The stereo settings (1) consist of several sub-menus itself. The two main options are the stereo matching resolution (2), which is important for the depth map quality but also operation speed in terms of frames per second. The stereo matching mode (3) can be used for selecting the (default) semi-global matching, which is costly but yields very high depth quality. The block matching algorithm is only included for reference. It is very lightweight and fast. For using it in production, some effort is still necessary in terms of post filtering. Finally, the deep neuronal network is an experimental feature, which replaces the numerical matching algorithm with a trained AI. It actually yields pretty good results, but we did not test it in production yet. The stereo matching resolution cannot be controlled for the DNN solver, as it is trained for a specific input-layer size.
More detailed options are (5) the maximum disparity. It controls the maximum triangulation distance of the stereo pixel-pair and thus is important for the near-field detection boundary. Objects close to the sensor are far apart in both pictures and require high values here. It has an significant impact on the performance. The stereo matching should always be carried out using the (5) pyramidal matching scheme. Please leave it switched on, this makes the matcher faster and consume less memory. Finally, (6) the textureness filter can be applied to filter out all image areas with low texture. Missing texture is bad for all stereo matching algorithms. Stereo matching results of very even surfaces are not usable by default, so filtering these ares by their image texture is a good decision. Esp. the avgeraging threshold can be used to control how much of the image is filtered out. If your application includes such problematic surfaces, please contact us, there are options available for improving the stereo matching quality of low-texture objects.
Camera Settings
The camera settings tab (1) has only one sub-menu. It controls the bahviour of the imagers, the options are comparable to other digital system cameras:
The exposure compensation can be used for manually forcing over- or under exposure of the image. This is useful if the area of interest is only “filling” a small portion of the image and the automatic control is not satisfying. Example: taking an image of the moon in front of a dark sky, the auto controls would try to evenly light the sky, while the small moon gets highly over-exposed. Here, a negative exposure compensation helps.
The exposure time range, in which the automatic controll may work. Higher values result in less noise but high motion blur.
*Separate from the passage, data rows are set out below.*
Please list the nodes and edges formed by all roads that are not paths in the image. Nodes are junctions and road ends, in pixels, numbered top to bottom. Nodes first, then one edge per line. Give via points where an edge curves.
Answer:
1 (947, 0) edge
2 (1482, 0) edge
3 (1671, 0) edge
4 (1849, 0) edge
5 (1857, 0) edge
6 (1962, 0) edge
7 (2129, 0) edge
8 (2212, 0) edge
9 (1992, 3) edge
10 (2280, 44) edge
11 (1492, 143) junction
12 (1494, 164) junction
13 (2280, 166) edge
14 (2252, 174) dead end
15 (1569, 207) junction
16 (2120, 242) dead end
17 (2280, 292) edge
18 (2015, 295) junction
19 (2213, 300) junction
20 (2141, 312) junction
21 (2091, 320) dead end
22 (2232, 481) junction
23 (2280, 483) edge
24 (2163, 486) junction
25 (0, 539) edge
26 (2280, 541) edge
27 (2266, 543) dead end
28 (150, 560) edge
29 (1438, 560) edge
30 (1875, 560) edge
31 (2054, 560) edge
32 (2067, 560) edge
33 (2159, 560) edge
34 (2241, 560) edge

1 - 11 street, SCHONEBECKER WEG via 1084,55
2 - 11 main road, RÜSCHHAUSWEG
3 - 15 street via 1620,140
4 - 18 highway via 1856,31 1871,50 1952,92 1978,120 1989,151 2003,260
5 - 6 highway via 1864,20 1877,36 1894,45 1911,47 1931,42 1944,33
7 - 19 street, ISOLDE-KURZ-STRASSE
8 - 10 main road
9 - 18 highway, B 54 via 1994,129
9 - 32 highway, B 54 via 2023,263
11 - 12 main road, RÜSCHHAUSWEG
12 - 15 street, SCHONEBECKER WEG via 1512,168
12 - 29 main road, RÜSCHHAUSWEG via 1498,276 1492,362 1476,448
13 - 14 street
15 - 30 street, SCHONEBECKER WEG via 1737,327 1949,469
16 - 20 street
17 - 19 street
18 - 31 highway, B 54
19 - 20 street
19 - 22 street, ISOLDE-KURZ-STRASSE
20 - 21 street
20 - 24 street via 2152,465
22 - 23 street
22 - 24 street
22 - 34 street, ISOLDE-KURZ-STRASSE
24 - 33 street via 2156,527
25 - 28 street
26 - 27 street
Depending on your application (dynamic scenes), this is dictated by the motion speed rather than by the image quality.
The automatic control of the exposure timing can be locked to the current value.
The analog gain range sets the sensitivity of the imager chips. Higher values yield brighter but nosier images. It is comparable to the ISO value of system cameras.
The digital gain range is comparable to the analog gain, but applied on the binary image data, which introduces a lot of noise if enabled.
The frame rate usually is following the auto-control settings but can be capped as well.
Computer vision applications often need to identify the edges of objects and spaces, the edge enhancement overamplifies gradients in the image and leads to more distinct edges.
Record
The record tab (1) has only one sub-menu. Here, the folder (2) where the recorded files shall be stored can be entered (or selected by clicking the ellipsis ‘…’). The desired output channels can be selected by (3) checking the respective boxes. Finally, (4) the recording button toggles the actual recording run.